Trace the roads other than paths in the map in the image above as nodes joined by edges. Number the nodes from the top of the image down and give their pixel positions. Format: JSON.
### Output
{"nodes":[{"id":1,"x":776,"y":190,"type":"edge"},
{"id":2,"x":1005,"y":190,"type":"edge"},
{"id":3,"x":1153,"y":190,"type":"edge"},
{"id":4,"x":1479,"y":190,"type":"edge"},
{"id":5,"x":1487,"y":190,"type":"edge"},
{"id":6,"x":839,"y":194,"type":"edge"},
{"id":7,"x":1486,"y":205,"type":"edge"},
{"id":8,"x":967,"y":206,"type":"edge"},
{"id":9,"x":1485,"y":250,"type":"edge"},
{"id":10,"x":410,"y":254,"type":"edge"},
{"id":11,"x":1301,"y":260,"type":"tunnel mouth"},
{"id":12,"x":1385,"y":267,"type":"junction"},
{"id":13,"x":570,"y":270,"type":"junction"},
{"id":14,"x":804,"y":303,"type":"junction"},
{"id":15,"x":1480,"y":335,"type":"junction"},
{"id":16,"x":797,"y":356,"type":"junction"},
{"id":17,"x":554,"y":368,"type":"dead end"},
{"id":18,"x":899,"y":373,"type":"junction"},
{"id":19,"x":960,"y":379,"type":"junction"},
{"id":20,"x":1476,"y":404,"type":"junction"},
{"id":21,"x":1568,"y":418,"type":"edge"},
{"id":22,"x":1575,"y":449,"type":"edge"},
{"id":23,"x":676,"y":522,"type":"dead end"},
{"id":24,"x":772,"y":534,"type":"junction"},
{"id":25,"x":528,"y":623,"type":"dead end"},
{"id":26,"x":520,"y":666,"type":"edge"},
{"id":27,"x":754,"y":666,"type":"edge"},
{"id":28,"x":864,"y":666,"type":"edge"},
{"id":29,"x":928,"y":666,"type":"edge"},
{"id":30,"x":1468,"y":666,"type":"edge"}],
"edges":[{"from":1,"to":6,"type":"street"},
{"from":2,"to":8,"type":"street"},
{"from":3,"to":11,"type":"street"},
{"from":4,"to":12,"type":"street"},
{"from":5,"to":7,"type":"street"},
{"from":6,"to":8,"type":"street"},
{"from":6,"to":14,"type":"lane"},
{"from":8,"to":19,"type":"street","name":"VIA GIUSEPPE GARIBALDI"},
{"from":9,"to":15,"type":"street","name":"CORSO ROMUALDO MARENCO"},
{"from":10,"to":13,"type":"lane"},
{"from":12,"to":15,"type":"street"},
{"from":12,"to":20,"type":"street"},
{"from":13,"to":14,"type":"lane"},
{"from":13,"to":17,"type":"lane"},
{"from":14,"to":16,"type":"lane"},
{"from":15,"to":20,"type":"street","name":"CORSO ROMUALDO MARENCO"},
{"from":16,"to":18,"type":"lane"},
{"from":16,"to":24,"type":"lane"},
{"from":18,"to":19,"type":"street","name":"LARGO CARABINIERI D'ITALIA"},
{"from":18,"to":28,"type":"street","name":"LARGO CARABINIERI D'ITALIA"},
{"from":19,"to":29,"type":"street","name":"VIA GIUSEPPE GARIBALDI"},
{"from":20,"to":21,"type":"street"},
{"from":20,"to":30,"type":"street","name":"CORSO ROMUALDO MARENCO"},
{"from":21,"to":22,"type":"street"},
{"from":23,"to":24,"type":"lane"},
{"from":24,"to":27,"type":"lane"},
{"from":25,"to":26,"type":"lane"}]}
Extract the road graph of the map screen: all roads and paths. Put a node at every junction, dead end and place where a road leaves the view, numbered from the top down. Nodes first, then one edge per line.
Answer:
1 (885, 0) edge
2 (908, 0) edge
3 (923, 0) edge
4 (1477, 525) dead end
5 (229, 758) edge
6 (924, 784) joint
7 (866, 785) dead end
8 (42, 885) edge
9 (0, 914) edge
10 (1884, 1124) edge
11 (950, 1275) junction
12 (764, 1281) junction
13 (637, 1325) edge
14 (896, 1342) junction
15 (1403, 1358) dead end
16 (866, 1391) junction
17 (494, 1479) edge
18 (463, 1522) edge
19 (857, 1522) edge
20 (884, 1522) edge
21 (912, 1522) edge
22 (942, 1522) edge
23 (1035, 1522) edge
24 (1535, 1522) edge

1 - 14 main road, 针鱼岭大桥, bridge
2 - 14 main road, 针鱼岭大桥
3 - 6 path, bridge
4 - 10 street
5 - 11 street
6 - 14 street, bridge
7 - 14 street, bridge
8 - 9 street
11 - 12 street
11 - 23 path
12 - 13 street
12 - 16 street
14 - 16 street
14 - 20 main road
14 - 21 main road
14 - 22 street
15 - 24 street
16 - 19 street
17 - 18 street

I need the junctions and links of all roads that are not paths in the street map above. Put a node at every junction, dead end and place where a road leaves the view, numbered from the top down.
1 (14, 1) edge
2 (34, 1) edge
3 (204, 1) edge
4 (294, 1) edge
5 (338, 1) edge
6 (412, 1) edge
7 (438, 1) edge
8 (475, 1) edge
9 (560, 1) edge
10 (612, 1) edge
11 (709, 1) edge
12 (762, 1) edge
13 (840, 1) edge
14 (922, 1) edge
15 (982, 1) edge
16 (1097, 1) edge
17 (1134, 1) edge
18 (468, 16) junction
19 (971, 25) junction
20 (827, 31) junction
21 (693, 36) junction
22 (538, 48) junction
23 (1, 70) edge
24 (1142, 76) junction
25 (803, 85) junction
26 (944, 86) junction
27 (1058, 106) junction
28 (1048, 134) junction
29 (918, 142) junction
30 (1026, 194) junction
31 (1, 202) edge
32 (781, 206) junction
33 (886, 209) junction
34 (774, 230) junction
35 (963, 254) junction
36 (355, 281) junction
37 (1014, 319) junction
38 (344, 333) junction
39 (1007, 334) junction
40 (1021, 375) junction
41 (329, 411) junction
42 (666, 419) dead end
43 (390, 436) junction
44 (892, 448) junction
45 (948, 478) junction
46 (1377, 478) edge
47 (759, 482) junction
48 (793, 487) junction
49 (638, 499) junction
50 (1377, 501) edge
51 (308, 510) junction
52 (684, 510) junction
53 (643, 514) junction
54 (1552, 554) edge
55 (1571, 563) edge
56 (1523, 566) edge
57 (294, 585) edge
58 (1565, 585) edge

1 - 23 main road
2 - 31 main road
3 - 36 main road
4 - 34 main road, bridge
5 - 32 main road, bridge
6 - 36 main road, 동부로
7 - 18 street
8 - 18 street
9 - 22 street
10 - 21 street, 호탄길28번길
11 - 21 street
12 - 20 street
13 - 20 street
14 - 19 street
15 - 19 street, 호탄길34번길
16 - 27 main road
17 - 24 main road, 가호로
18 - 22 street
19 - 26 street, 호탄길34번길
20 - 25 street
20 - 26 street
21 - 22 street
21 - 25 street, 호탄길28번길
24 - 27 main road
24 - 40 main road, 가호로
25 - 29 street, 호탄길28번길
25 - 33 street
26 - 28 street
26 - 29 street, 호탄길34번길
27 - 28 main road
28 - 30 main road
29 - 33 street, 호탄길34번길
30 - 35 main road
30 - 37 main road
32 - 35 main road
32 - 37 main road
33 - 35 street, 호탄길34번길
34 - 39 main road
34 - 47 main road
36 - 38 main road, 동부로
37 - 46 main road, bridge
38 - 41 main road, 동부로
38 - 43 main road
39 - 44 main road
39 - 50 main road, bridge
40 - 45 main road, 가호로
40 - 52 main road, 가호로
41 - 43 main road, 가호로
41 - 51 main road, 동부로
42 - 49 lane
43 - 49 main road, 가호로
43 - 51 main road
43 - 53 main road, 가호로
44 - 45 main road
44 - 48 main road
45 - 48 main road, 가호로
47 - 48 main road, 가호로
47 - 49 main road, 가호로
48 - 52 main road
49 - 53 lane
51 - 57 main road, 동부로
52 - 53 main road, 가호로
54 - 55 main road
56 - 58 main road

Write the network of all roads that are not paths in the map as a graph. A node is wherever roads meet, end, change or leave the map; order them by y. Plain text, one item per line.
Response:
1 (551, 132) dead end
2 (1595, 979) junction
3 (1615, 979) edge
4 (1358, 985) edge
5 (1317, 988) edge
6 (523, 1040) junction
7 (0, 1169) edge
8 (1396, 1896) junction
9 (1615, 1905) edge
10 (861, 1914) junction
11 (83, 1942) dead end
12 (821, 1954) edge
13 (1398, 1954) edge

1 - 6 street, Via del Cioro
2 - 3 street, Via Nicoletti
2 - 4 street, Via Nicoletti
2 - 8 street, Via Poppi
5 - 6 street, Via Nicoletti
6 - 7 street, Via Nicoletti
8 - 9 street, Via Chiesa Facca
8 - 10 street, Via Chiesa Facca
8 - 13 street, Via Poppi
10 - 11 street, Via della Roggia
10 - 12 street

EXERCISE OBJECTIVE:
Gather each line of the listing containing the word "Chiesa" and show it.

SOLUTION TO THIS EXERCISE:
8 - 9 street, Via Chiesa Facca
8 - 10 street, Via Chiesa Facca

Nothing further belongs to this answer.